══ Data to use ══

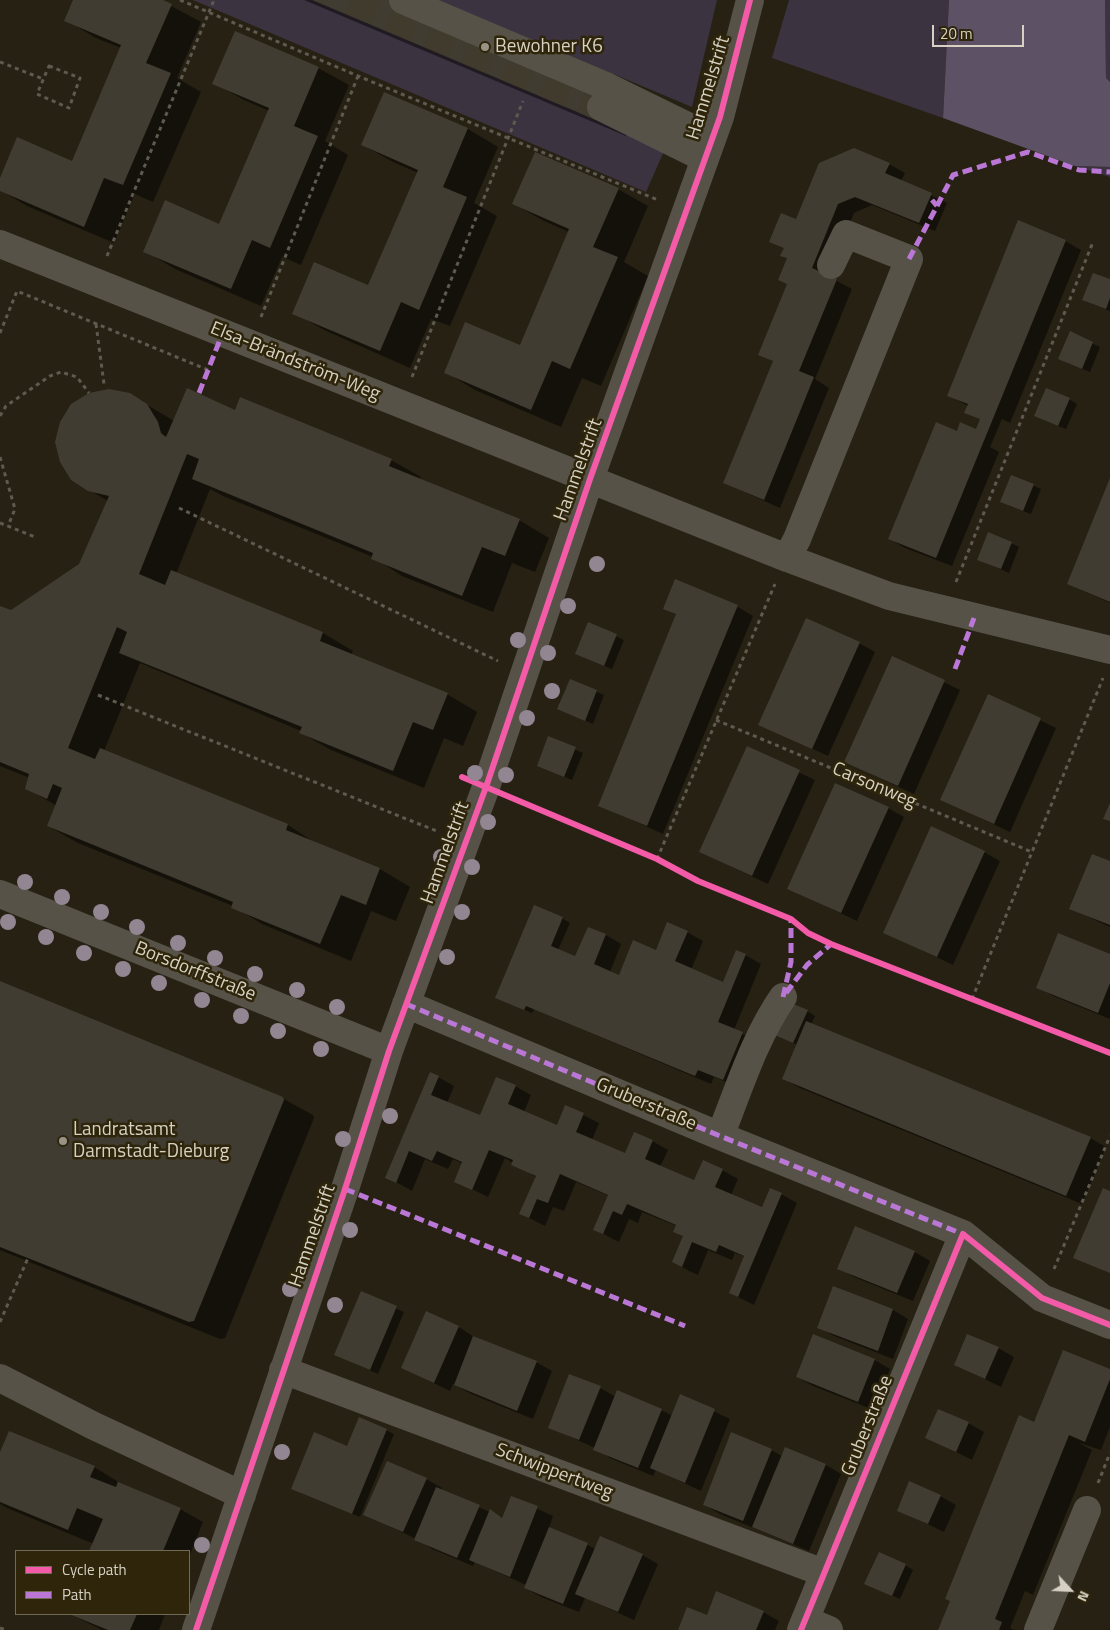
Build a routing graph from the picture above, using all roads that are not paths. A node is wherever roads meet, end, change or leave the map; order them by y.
1 (403, 0) edge
2 (750, 0) edge
3 (601, 107) tunnel mouth
4 (708, 148) junction
5 (0, 244) edge
6 (831, 265) dead end
7 (590, 479) junction
8 (787, 558) junction
9 (1108, 660) edge
10 (0, 894) edge
11 (783, 997) dead end
12 (406, 1004) junction
13 (389, 1051) junction
14 (720, 1136) junction
15 (963, 1234) junction
16 (1110, 1325) edge
17 (283, 1370) junction
18 (0, 1378) edge
19 (242, 1495) junction
20 (1087, 1510) dead end
21 (824, 1573) junction
22 (812, 1627) edge
23 (196, 1630) edge
24 (1038, 1630) edge

1 - 4 street
2 - 4 street, Hammelstrift
3 - 4 street
4 - 7 street, Hammelstrift
5 - 7 street, Elsa-Brändström-Weg
6 - 8 street
7 - 8 street
7 - 12 street, Hammelstrift
8 - 9 street
10 - 13 street, Borsdorffstraße
11 - 14 street
12 - 13 street, Hammelstrift
12 - 14 street, Gruberstraße
13 - 17 street, Hammelstrift
14 - 15 street, Gruberstraße
15 - 16 street
15 - 21 street, Gruberstraße
17 - 19 street, Hammelstrift
17 - 21 street, Schwippertweg
18 - 19 street
19 - 23 street, Hammelstrift
20 - 24 street
21 - 22 street, Gruberstraße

═══

[Try it] Every entry above needs to be duplicated precisely, and none of the pictures should appear.

[Reply]
Build a routing graph from the picture above, using all roads that are not paths. A node is wherever roads meet, end, change or leave the map; order them by y.
1 (403, 0) edge
2 (750, 0) edge
3 (601, 107) tunnel mouth
4 (708, 148) junction
5 (0, 244) edge
6 (831, 265) dead end
7 (590, 479) junction
8 (787, 558) junction
9 (1108, 660) edge
10 (0, 894) edge
11 (783, 997) dead end
12 (406, 1004) junction
13 (389, 1051) junction
14 (720, 1136) junction
15 (963, 1234) junction
16 (1110, 1325) edge
17 (283, 1370) junction
18 (0, 1378) edge
19 (242, 1495) junction
20 (1087, 1510) dead end
21 (824, 1573) junction
22 (812, 1627) edge
23 (196, 1630) edge
24 (1038, 1630) edge

1 - 4 street
2 - 4 street, Hammelstrift
3 - 4 street
4 - 7 street, Hammelstrift
5 - 7 street, Elsa-Brändström-Weg
6 - 8 street
7 - 8 street
7 - 12 street, Hammelstrift
8 - 9 street
10 - 13 street, Borsdorffstraße
11 - 14 street
12 - 13 street, Hammelstrift
12 - 14 street, Gruberstraße
13 - 17 street, Hammelstrift
14 - 15 street, Gruberstraße
15 - 16 street
15 - 21 street, Gruberstraße
17 - 19 street, Hammelstrift
17 - 21 street, Schwippertweg
18 - 19 street
19 - 23 street, Hammelstrift
20 - 24 street
21 - 22 street, Gruberstraße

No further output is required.